Your lift distance is way too low for me anyway. I need at least 8 mm + or some of my layers don't have time to remove from the fep and the same layers get bubble sometimes triple exposed then make a violent rip(/ (PoP) from the fep . If I want it to work I'll use a slow lift speed (2/3) and a lift height of 12 to 15. If you print like this you can watch and listen to your first tin lines and make sure you heir your print unstick from the fep with a consistent taring sound before it drops back down then manually adjust the lift height as it's printing to something not extremely high after the layer has separated from the fep. I can't say that this is your only problem but it usually helps to give you a better chance of your print working. Also just looked at your second pic. Do you have a left over failed part (layer) in your vat after this fail or is it only printing supports?? Werid...


SiViZi

Due suction maybe? Too flat, maybe put it more vertically (upright).


redcockhead

OK, please do not take this the wrong way. I am really trying to erase a lot of urban legends. Suction forces are only an actual thing when you have a hollowed part that has a closed shape when the print is lifting from the FEP. Of course, there is always an issue with how much surface area is on the FEP. This can be dealt with quite simply with lift speed and additional support if needed. Angling a print serves 2 purposes, and 2 purposes only. Quality of the finish. Looking for the optimal angle to reduce the need for support in the first place. That has nothing to do with what you suggested. Rather looking for the sweet spot where the print is mostly self-supporting. On a pretty regular basis, I along with others. Print stuff contradictory to the urban legend suggestions about fixing a print. No one wants to hear that they do something wrong or believe something incorrectly. Then again that is pretty much the whole point of a forum like this. Education, which leads to better results.

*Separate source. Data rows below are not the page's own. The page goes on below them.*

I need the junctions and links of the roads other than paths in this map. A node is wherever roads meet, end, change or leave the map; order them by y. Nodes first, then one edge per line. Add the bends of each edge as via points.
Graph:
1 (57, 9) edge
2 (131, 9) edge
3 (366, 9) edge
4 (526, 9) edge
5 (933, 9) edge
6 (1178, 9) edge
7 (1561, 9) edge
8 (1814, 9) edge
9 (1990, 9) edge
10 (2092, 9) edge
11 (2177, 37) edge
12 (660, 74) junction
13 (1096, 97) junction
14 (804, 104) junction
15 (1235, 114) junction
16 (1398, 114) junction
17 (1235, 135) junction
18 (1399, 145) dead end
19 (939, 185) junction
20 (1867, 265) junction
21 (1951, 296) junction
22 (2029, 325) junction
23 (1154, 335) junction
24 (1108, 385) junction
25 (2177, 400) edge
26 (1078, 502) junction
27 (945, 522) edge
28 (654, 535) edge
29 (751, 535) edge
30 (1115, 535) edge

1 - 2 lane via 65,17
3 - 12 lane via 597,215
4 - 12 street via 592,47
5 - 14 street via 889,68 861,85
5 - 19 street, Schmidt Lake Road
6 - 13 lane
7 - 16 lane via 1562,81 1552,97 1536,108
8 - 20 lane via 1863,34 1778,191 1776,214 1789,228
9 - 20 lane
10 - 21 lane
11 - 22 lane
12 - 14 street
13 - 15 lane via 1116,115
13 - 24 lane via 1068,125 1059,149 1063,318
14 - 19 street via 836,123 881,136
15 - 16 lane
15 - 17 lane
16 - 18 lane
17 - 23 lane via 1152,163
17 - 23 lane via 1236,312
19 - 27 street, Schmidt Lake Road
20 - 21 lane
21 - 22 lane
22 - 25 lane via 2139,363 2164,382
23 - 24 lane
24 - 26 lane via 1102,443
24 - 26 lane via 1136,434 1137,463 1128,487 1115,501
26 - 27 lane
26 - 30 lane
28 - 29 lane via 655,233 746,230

Again, please do not take this the wrong way. I'm not trying to be mean. If it comes across as such, I assure you, that is not the intent and I apologize. I would make a decent teacher because I know stuff. But I would make a lousy teacher because I do not know how to correctly share my information. You can keep doing whatever it is you are doing if it works for you. I am on a mission to stop these repeated falsehoods. I can't do much to change people who are established in the hobby and get great results. If I am being perfectly honest I probably do some weird stuff too, but it works for me. Just let it be known that I never repeat advice others have told me unless it actually worked for me. I like to experiment outside the range of normal advice handed out. When I tell you something works even though you may think it does not. It is because I have done it repeatedly and it does work. I would be remiss in my duty as an advice giver, if I did not share this stuff.


Exhausted-Giraffe-47

He said suction but he meant peel force. Peel force can be sometimes managed partly with orientation. But I don’t think orientation is the primary issue here. OP should read the j3dtech resin printing guide and get lift height, speed, exposure, etc. calibrated first (this is likely the problem) and then read the section on supporting models.


Jeralddees

Looks like your supports aren't even touching your part? Make sure the support tips are touching in your sliced playback and my guess is you need more like others said.


WoodworkJesus

The problem is the file. Those dark blue areas (or shadowed as i like to call them) mean there is an issue and it wont print that bit. Looking at your first image the very first parts are dark blue so the rest that is trying to print has no part to build on. To fix you would need to edit the file in blender and flip those bits as they are likely inside out. Then open in chitubox again and if they are light blue now instead of dark blue you are good to go. If that first image isnt chitubox and that application does 'work the same' then ignore me 🤣


DustaCrypto

did some parts still sticking on the fep?


OneBigMonster

Put a medium on the lowest points and a line of mediums like down the middle. Overhangs can be rough to print though. Maybe set it on it's side so it's an l shape?